Selesai menyegarkan diri di kamar mandi, segera kupakai seragamku. Jarum jam menuju angka enam kini. Appa sudah di ruang tengah, menonton tivi sambil sesekali menenggak isi botol yang tergenggam erat di tangan kanannya. Seperti biasa.

Mataku tak sengaja melihat kalender yang terpantul di cermin saat sedang mengoleskan salep ke luka yang kudapat saat berkelahi kemarin. Tanggal duapuluh dua Desember. Begitu yang tertera di sana. Biasanya, hari ini diperingati sebagai Hari Ibu. Hari di mana semua orang yang pernah atau masih memiliki ibu memberikan kejutan untuk ibunya.

Ya, semua orang, kecuali aku. Tentu saja.

Kenapa?

Karena aku tidak pernah tahu apakah aku memiliki seorang ibu atau tidak. Seingatku, sejak kecil hingga kini, aku sudah hidup berdua dengan appa yang hobi mabuk siang dan malam. Padahal, jika boleh meski hanya sekali saja, aku ingin bertemu dengan wanita yang katanya sangat lembut dan hangat itu.

"Appa, di mana eomma?" Pertanyaan polos semacam itu sering kutanyakan pada appa ketika masih kecil dulu. Bukannya menjawab, dia justru menatapku dengan tatapan aneh. Seperti takut atau marah. Entahlah. Kemudian dia akan berlari ke dapur dan mengambil minuman beralkohol. Menenggaknya buru-buru seperti orang kehausan setelah berlari mengelilingi lapangan. Padahal sebenarnya appa bisa saja berbohong atau mengarang cerita tentang eomma agar aku lega dan tidak bertanya lagi.

Akan tetapi, dia tidak pernah melakukannya.

Mungkin appa tak pandai berbohong, dia lebih memilih untuk membiarkan ikat pinggang atau gagang sapu yang bicara padaku---pria tua itu akan memecut punggungku hingga menyisakan bilur berdarah. Begitu terus hingga usiaku menginjak empat belas tahun. Dua tahun berikutnya aku berhenti menanyakan tentang eomma. Aku malu berangkat ke sekolah dengan luka dan lebam di tubuh. Rasanya hatiku seperti terhambur berkeping-keping. Tak punya eomma dan appa-mu tidak pernah peduli padamu.

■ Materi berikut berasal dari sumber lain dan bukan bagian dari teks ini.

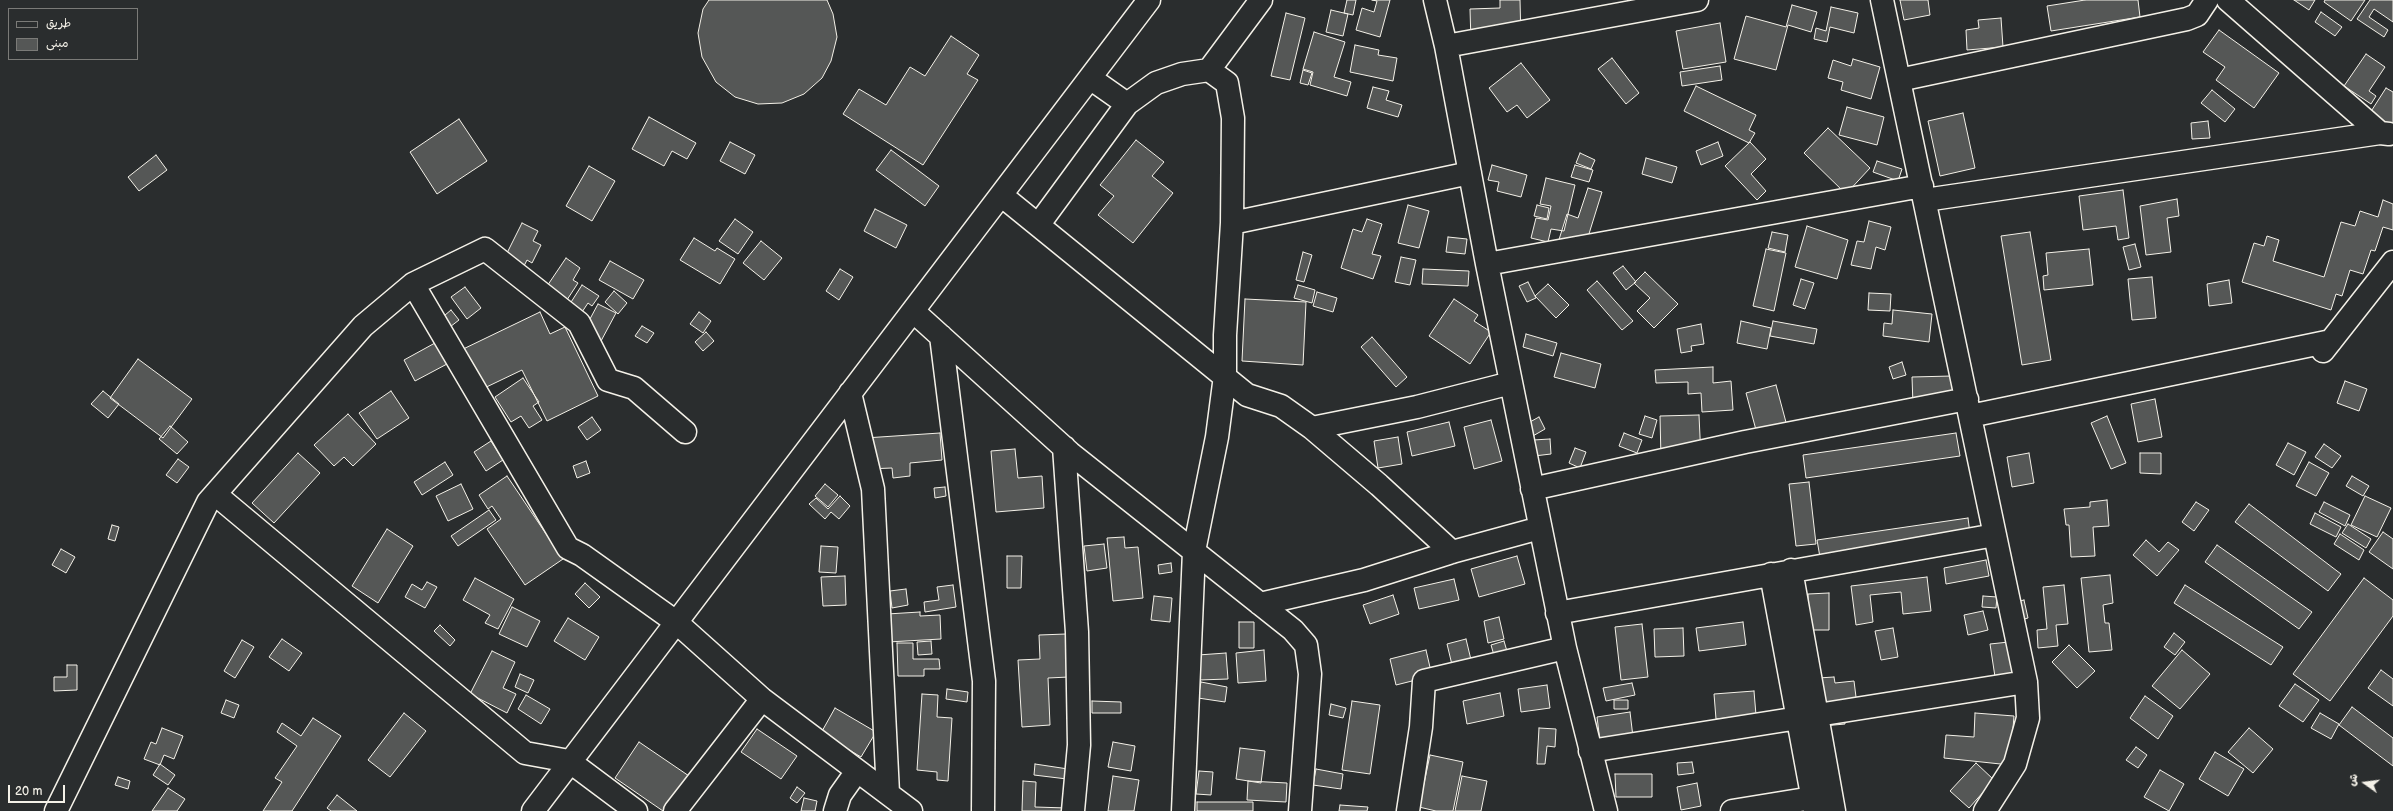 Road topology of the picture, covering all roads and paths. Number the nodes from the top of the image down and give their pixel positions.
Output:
1 (1149, 0) edge
2 (1261, 0) edge
3 (1435, 0) edge
4 (1697, 0) edge
5 (1882, 0) edge
6 (2207, 0) edge
7 (2228, 0) edge
8 (1446, 46) junction
9 (1209, 70) junction
10 (1090, 78) junction
11 (1899, 80) junction
12 (1127, 104) junction
13 (2387, 134) edge
14 (1470, 173) junction
15 (1923, 193) junction
16 (1001, 196) junction
17 (1232, 223) junction
18 (1039, 224) junction
19 (2393, 262) edge
20 (1487, 264) junction
21 (413, 284) junction
22 (913, 311) junction
23 (941, 336) junction
24 (1226, 376) junction
25 (1511, 383) junction
26 (850, 393) junction
27 (1968, 408) junction
28 (1312, 428) junction
29 (685, 432) dead end
30 (1064, 448) junction
31 (1532, 489) junction
32 (215, 494) junction
33 (1540, 528) junction
34 (1995, 535) junction
35 (1194, 551) junction
36 (1452, 552) junction
37 (1781, 572) junction
38 (1260, 604) junction
39 (1557, 613) junction
40 (676, 622) junction
41 (1565, 648) junction
42 (2026, 682) junction
43 (762, 699) junction
44 (1807, 716) junction
45 (1590, 751) junction
46 (570, 761) junction
47 (857, 771) junction
48 (888, 793) junction
49 (1814, 804) edge
50 (835, 806) edge
51 (56, 811) edge
52 (533, 811) edge
53 (636, 811) edge
54 (675, 811) edge
55 (911, 811) edge
56 (983, 811) edge
57 (1073, 811) edge
58 (1183, 811) edge
59 (1300, 811) edge
60 (1408, 811) edge
61 (1606, 811) edge
62 (1732, 811) edge
63 (1834, 811) edge
64 (1985, 811) edge

1 - 10 street
2 - 9 street
3 - 8 street
4 - 8 street
5 - 11 street
6 - 11 street
7 - 13 street
8 - 14 street
9 - 12 street
9 - 17 street
10 - 12 street
10 - 16 street
11 - 15 street
12 - 18 street
13 - 15 street
14 - 17 street
14 - 20 street
15 - 20 street
15 - 27 street
16 - 18 street
16 - 22 street
17 - 24 street
18 - 24 street
19 - 27 street
20 - 25 street
21 - 29 street
21 - 32 street
21 - 40 street
22 - 23 street
22 - 26 street
23 - 30 street
23 - 56 street
24 - 28 street
24 - 35 street
25 - 28 street
25 - 31 street
26 - 40 street
26 - 48 street
27 - 31 street
27 - 34 street
28 - 36 street
30 - 35 street
30 - 57 street
31 - 33 street
32 - 46 street
32 - 51 street
33 - 36 street
33 - 39 street
34 - 37 street
34 - 42 street
35 - 38 street
35 - 58 street
36 - 38 street
37 - 39 street
37 - 44 street
38 - 59 street
39 - 41 street
40 - 43 street
40 - 46 street
41 - 45 street
41 - 60 street
42 - 44 street
42 - 64 street
43 - 47 street
43 - 54 street
44 - 45 street
44 - 49 street
44 - 63 street
45 - 61 street
46 - 52 street
46 - 53 street
47 - 48 street
47 - 50 street
48 - 55 street
49 - 62 street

Namun, entah kenapa, hari ini aku ingin sekali menanyakannya lagi.

Patah-patah langkahku menghampiri appa yang tampak sedang melamun. Kutelan saliva yang terasa seperti kerikil. Ingin kuurungkan niatku, tapi sesuatu dalam diriku terus mendesak. Sekarang aku berada persis di samping sofa tempat appa duduk.

Tanganku gemetar ketika hendak menyentuh pundaknya. Bisa kurasakan peluh yang mengalir di pelipis. Ketika tanganku mendarat di pundak appa, jantungku seakan terhenti. Terlebih ketika dia menoleh dan pandangan kami bersitatap. Kata-kata yang sudah tersusun rapi di ujung lidah mendadak runtuh, terburai dan berjatuhan di lantai saat appa bertanya ada apa. Kontan aku menjadi sangat gugup.

Aku mengerjap. Tergagap.

"Eo—mma—"

Hanya kata itu yang tersisa. Namun, mata appa seperti hendak melompat ketika mendengarnya. Tampak jelas dia akan melemparkan botol minumannya padaku, kontan aku segera berlari keluar rumah. Sejurus kemudian, kudengar suara botol kaca yang hancur karena menabrak pintu yang baru saja menutup otomatis di belakangku.